Segment Start: Task data
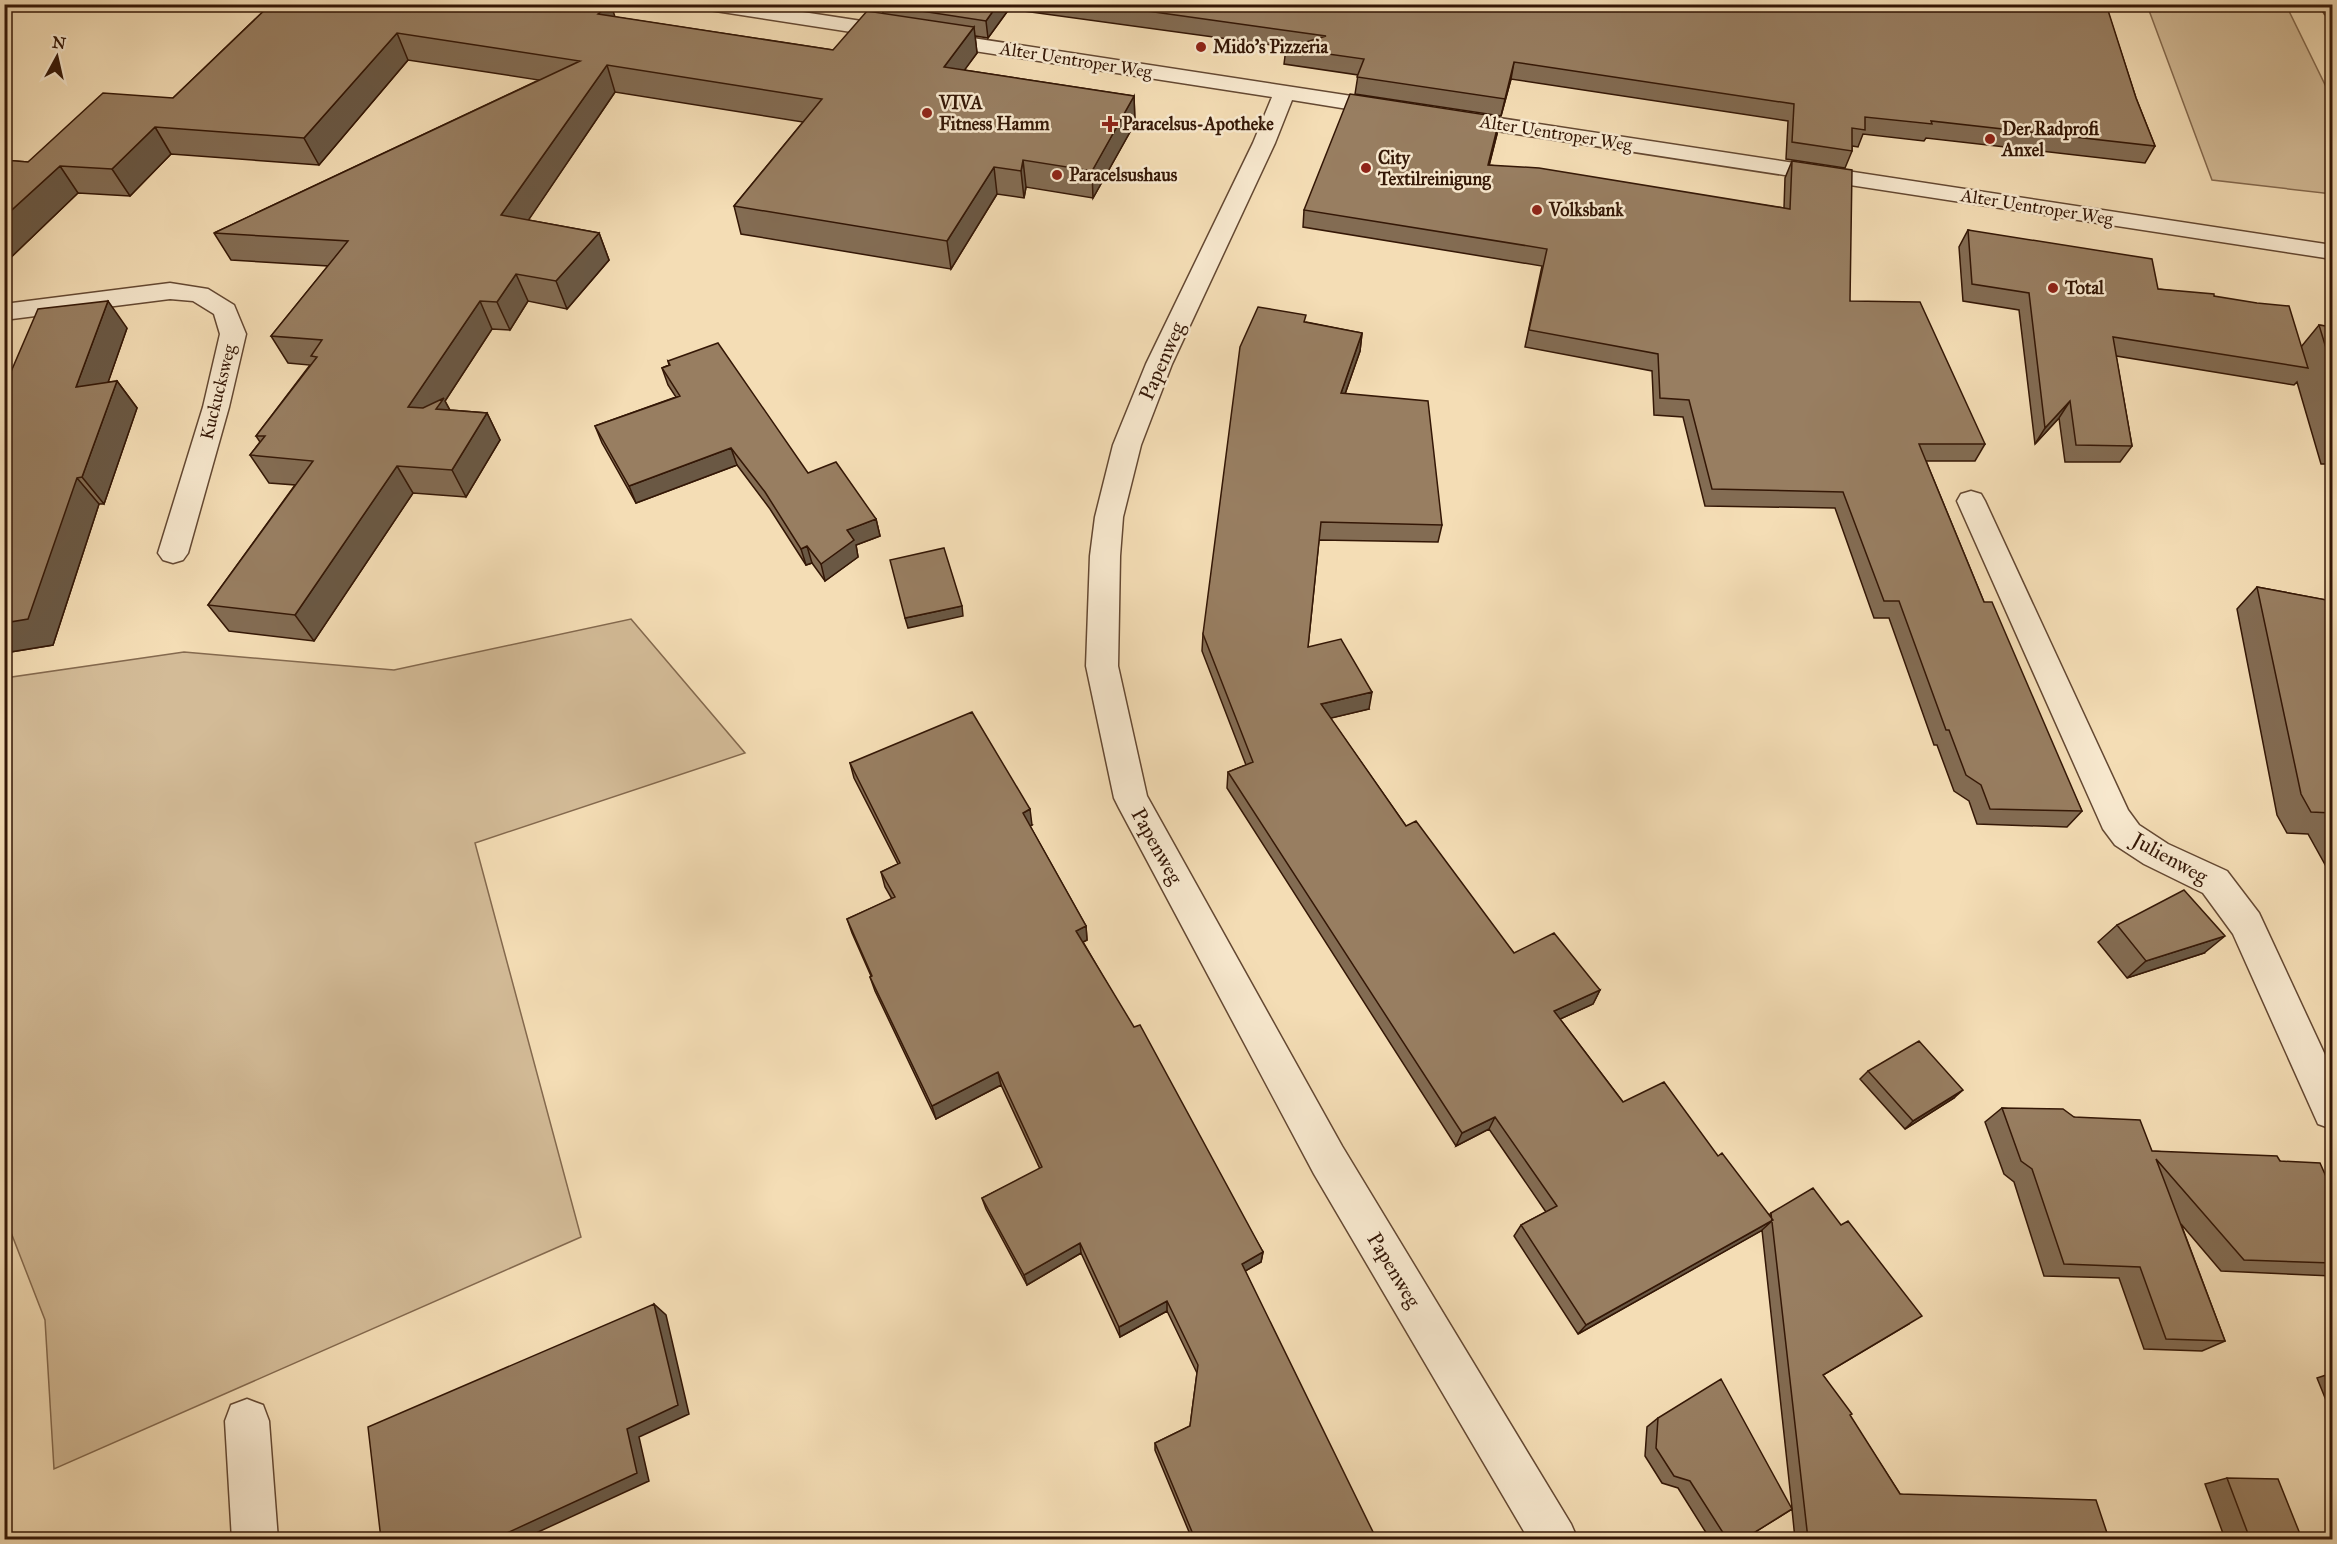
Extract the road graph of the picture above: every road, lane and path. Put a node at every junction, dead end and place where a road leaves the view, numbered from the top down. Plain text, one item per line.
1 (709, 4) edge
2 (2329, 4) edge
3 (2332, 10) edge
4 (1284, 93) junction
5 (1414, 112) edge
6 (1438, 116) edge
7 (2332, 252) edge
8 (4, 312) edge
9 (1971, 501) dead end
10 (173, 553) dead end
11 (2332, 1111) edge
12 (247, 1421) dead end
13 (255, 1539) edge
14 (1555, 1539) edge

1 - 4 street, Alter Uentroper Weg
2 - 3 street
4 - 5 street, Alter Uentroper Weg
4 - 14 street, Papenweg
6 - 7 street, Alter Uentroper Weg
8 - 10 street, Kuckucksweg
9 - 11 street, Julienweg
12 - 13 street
Segment End: Task data
About this task: Only the records are wanted, copied exactly, with the pictures dropped.

Solution for this exercise:
Extract the road graph of the picture above: every road, lane and path. Put a node at every junction, dead end and place where a road leaves the view, numbered from the top down. Plain text, one item per line.
1 (709, 4) edge
2 (2329, 4) edge
3 (2332, 10) edge
4 (1284, 93) junction
5 (1414, 112) edge
6 (1438, 116) edge
7 (2332, 252) edge
8 (4, 312) edge
9 (1971, 501) dead end
10 (173, 553) dead end
11 (2332, 1111) edge
12 (247, 1421) dead end
13 (255, 1539) edge
14 (1555, 1539) edge

1 - 4 street, Alter Uentroper Weg
2 - 3 street
4 - 5 street, Alter Uentroper Weg
4 - 14 street, Papenweg
6 - 7 street, Alter Uentroper Weg
8 - 10 street, Kuckucksweg
9 - 11 street, Julienweg
12 - 13 street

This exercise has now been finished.